Capítulo 275 - Pai e filho
O clima entre os dois era sufocante, como o choque de duas auras opostas, irreconciliáveis. De um lado, o homem, consumido pela mais pura essência de sua humanidade. Em seu peito, a raiva ardia como uma fogueira alimentada pelo passado. Em suas mãos, o medo pulsava, tenso, apertando os dedos com força contra a madeira da cadeira, como se precisasse de algo sólido para não desmoronar.
Do outro lado, um ressuscitado. Sua presença era branda, quase etérea, mas o ódio que emanava dele era um rio profundo, calmo na superfície, turbulento em suas correntes. E, mesmo assim, algo em sua aura ainda lamentava. Ele chorava, não em lágrimas, mas em silêncio, em gritos engolidos pelo tempo.
Assim que cruzou a porta, viu. Reviveu.
Aquele lugar, o salão principal, carregava o peso de tudo o que um dia foi bom e de tudo o que, inevitavelmente, se tornou ruína. Cada sombra projetada pelas velas trêmulas parecia encenar os horrores do passado, lembranças que ecoavam nas paredes.
— Você ainda fala como se tivesse algum tipo de razão…
A voz rompeu o silêncio como uma lâmina. E se sentou, deslizando um copo de vidro pela mesa até onde estavam. Seus olhos, imperturbáveis, fincavam-se no outro como um predador que finalmente vê sua presa indefesa, sentindo o gosto antecipado do momento que tanto almejava.

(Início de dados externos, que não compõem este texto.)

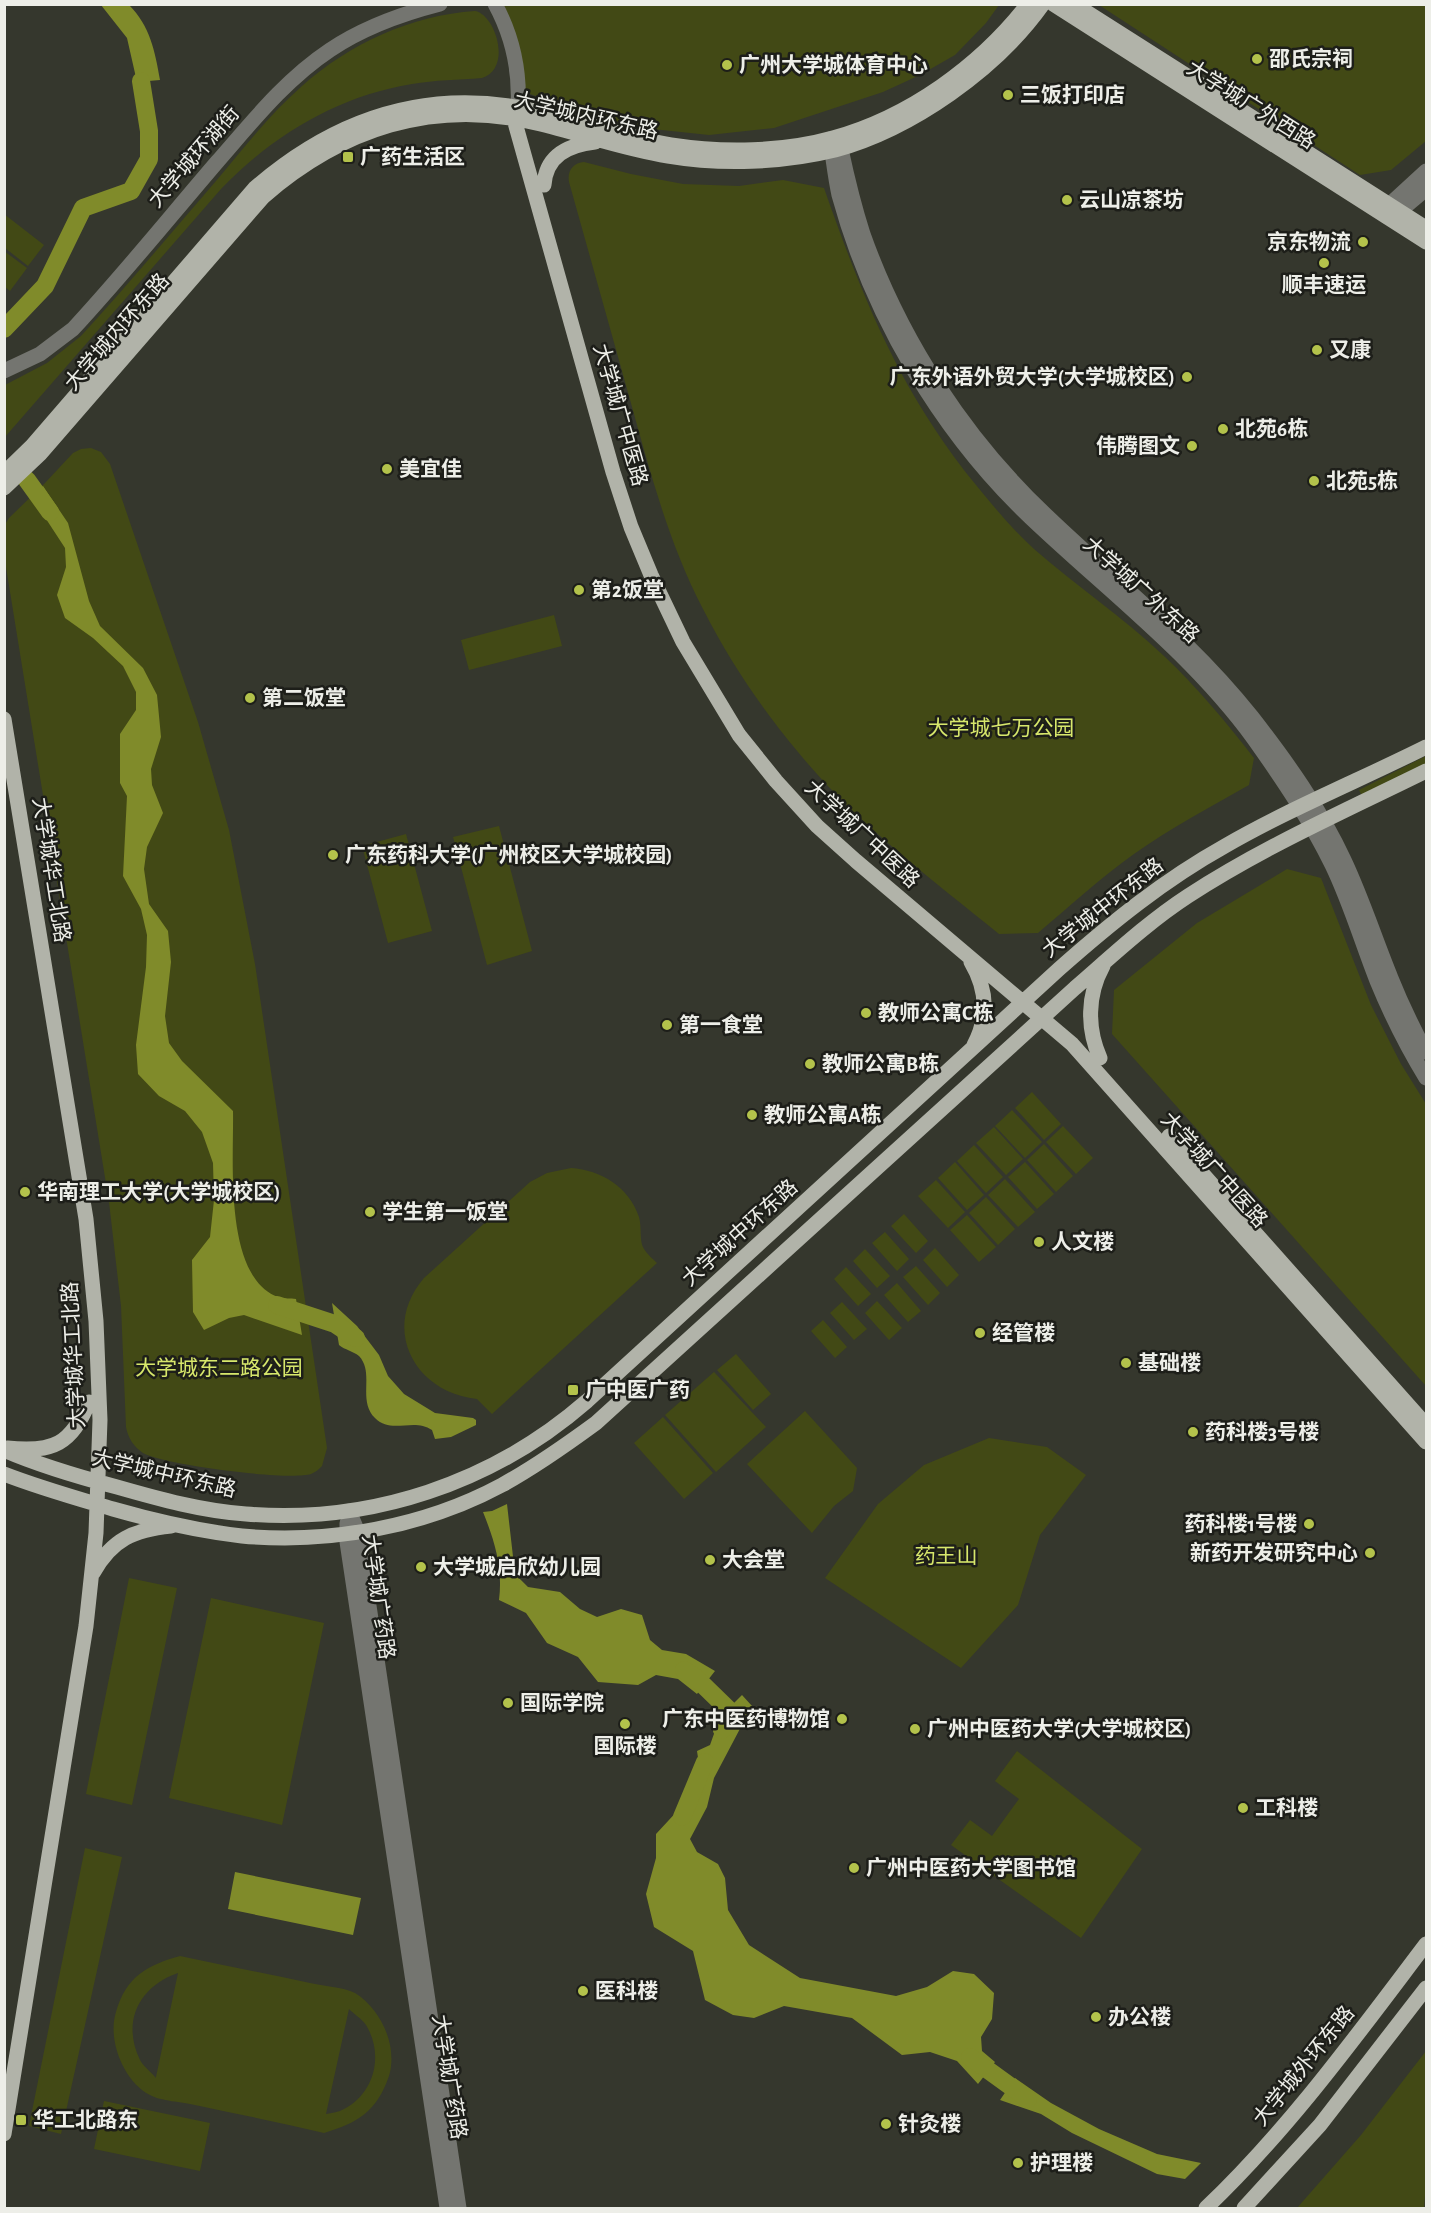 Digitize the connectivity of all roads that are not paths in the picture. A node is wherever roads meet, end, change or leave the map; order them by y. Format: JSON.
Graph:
{"nodes":[{"id":1,"x":440,"y":4,"type":"edge"},
{"id":2,"x":495,"y":4,"type":"edge"},
{"id":3,"x":1028,"y":4,"type":"edge"},
{"id":4,"x":1043,"y":4,"type":"edge"},
{"id":5,"x":1053,"y":4,"type":"edge"},
{"id":6,"x":1074,"y":4,"type":"edge"},
{"id":7,"x":519,"y":116,"type":"junction"},
{"id":8,"x":606,"y":142,"type":"junction"},
{"id":9,"x":835,"y":143,"type":"junction"},
{"id":10,"x":1426,"y":171,"type":"edge"},
{"id":11,"x":544,"y":186,"type":"junction"},
{"id":12,"x":1426,"y":189,"type":"edge"},
{"id":13,"x":1392,"y":211,"type":"junction"},
{"id":14,"x":1426,"y":228,"type":"edge"},
{"id":15,"x":1426,"y":242,"type":"edge"},
{"id":16,"x":4,"y":371,"type":"edge"},
{"id":17,"x":4,"y":473,"type":"edge"},
{"id":18,"x":4,"y":488,"type":"edge"},
{"id":19,"x":4,"y":719,"type":"edge"},
{"id":20,"x":1426,"y":747,"type":"edge"},
{"id":21,"x":1426,"y":771,"type":"edge"},
{"id":22,"x":4,"y":783,"type":"edge"},
{"id":23,"x":1308,"y":805,"type":"junction"},
{"id":24,"x":1319,"y":824,"type":"junction"},
{"id":25,"x":964,"y":952,"type":"junction"},
{"id":26,"x":1107,"y":960,"type":"junction"},
{"id":27,"x":1028,"y":998,"type":"junction"},
{"id":28,"x":1046,"y":1014,"type":"junction"},
{"id":29,"x":1426,"y":1052,"type":"edge"},
{"id":30,"x":968,"y":1054,"type":"junction"},
{"id":31,"x":1100,"y":1058,"type":"junction"},
{"id":32,"x":1426,"y":1078,"type":"edge"},
{"id":33,"x":89,"y":1402,"type":"junction"},
{"id":34,"x":1426,"y":1425,"type":"edge"},
{"id":35,"x":1426,"y":1442,"type":"edge"},
{"id":36,"x":4,"y":1449,"type":"edge"},
{"id":37,"x":4,"y":1474,"type":"edge"},
{"id":38,"x":93,"y":1481,"type":"junction"},
{"id":39,"x":92,"y":1503,"type":"junction"},
{"id":40,"x":349,"y":1511,"type":"junction"},
{"id":41,"x":179,"y":1525,"type":"junction"},
{"id":42,"x":352,"y":1533,"type":"junction"},
{"id":43,"x":92,"y":1576,"type":"junction"},
{"id":44,"x":1426,"y":1944,"type":"edge"},
{"id":45,"x":1426,"y":1988,"type":"edge"},
{"id":46,"x":4,"y":2075,"type":"edge"},
{"id":47,"x":4,"y":2134,"type":"edge"},
{"id":48,"x":447,"y":2208,"type":"edge"},
{"id":49,"x":459,"y":2208,"type":"edge"},
{"id":50,"x":1206,"y":2208,"type":"edge"},
{"id":51,"x":1244,"y":2208,"type":"edge"}],
"edges":[{"from":1,"to":16,"type":"street","name":"大学城环湖街"},
{"from":2,"to":7,"type":"street","name":"大学城广中医路"},
{"from":3,"to":9,"type":"main road","name":"大学城内环东路"},
{"from":4,"to":9,"type":"main road","name":"大学城内环东路"},
{"from":5,"to":13,"type":"main road","name":"大学城广外西路"},
{"from":6,"to":13,"type":"main road","name":"大学城广外西路"},
{"from":7,"to":8,"type":"main road","name":"大学城内环东路"},
{"from":7,"to":9,"type":"main road","name":"大学城内环东路"},
{"from":7,"to":11,"type":"main road","name":"大学城广中医路"},
{"from":7,"to":17,"type":"main road","name":"大学城内环东路"},
{"from":7,"to":18,"type":"main road","name":"大学城内环东路"},
{"from":7,"to":25,"type":"main road","name":"大学城广中医路"},
{"from":8,"to":9,"type":"main road","name":"大学城内环东路"},
{"from":8,"to":11,"type":"main road"},
{"from":9,"to":23,"type":"street","name":"大学城广外东路"},
{"from":10,"to":13,"type":"street"},
{"from":11,"to":27,"type":"main road","name":"大学城广中医路"},
{"from":12,"to":13,"type":"street"},
{"from":13,"to":14,"type":"main road","name":"大学城广外西路"},
{"from":13,"to":15,"type":"main road","name":"大学城广外西路"},
{"from":19,"to":38,"type":"main road","name":"大学城华工北路"},
{"from":20,"to":23,"type":"main road","name":"大学城中环东路"},
{"from":21,"to":24,"type":"main road","name":"大学城中环东路"},
{"from":22,"to":33,"type":"main road","name":"大学城华工北路"},
{"from":23,"to":24,"type":"street","name":"大学城广外东路"},
{"from":23,"to":27,"type":"main road","name":"大学城中环东路"},
{"from":24,"to":26,"type":"main road","name":"大学城中环东路"},
{"from":24,"to":29,"type":"street","name":"大学城广外东路"},
{"from":24,"to":32,"type":"street","name":"大学城广外东路"},
{"from":25,"to":27,"type":"main road","name":"大学城广中医路"},
{"from":25,"to":30,"type":"main road"},
{"from":26,"to":28,"type":"main road","name":"大学城中环东路"},
{"from":26,"to":31,"type":"main road"},
{"from":27,"to":28,"type":"main road","name":"大学城广中医路"},
{"from":27,"to":30,"type":"main road","name":"大学城中环东路"},
{"from":28,"to":31,"type":"main road","name":"大学城广中医路"},
{"from":28,"to":35,"type":"main road","name":"大学城广中医路"},
{"from":28,"to":42,"type":"main road","name":"大学城中环东路"},
{"from":30,"to":40,"type":"main road","name":"大学城中环东路"},
{"from":31,"to":34,"type":"main road","name":"大学城广中医路"},
{"from":33,"to":36,"type":"main road"},
{"from":33,"to":38,"type":"main road","name":"大学城华工北路"},
{"from":36,"to":38,"type":"main road","name":"大学城中环东路"},
{"from":37,"to":39,"type":"main road","name":"大学城中环东路"},
{"from":38,"to":39,"type":"main road","name":"大学城华工北路"},
{"from":38,"to":40,"type":"main road","name":"大学城中环东路"},
{"from":39,"to":41,"type":"main road","name":"大学城中环东路"},
{"from":39,"to":43,"type":"main road","name":"大学城华工北路"},
{"from":39,"to":46,"type":"main road","name":"大学城华工北路"},
{"from":40,"to":42,"type":"street","name":"大学城广药路"},
{"from":41,"to":42,"type":"main road","name":"大学城中环东路"},
{"from":41,"to":43,"type":"main road"},
{"from":42,"to":48,"type":"street","name":"大学城广药路"},
{"from":42,"to":49,"type":"street","name":"大学城广药路"},
{"from":43,"to":47,"type":"main road","name":"大学城华工北路"},
{"from":44,"to":50,"type":"main road","name":"大学城外环东路"},
{"from":45,"to":51,"type":"main road"}]}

— Na minha casa… tenho toda…
As palavras vieram firmes, carregadas de um peso que se misturava ao ar da sala. Seus dedos roçaram a borda da garrafa ao se inclinar para servir o vinho, mas, no mesmo movimento, seus olhos fugiram por um instante para o machado que repousava ali, ao alcance da mão. Ele o encarou com uma ansiedade mal disfarçada, e um sorriso amargo se desenhou em seus lábios ao encher o copo.
— Sua casa… Jon e Yohan estão lá atrás? Ou você está sozinho?
A pergunta pairou no ar, carregada de uma tensão e expectativa.
— Sozinho… Aqueles dois imprestáveis são o presente que sua mãe me deu. Dois imbecis… — A voz dele veio impregnada de desprezo, cuspida como uma maldição. Sempre foi assim. Sempre a culpa recaía sobre os ombros dela. Nada havia mudado. — Por quê?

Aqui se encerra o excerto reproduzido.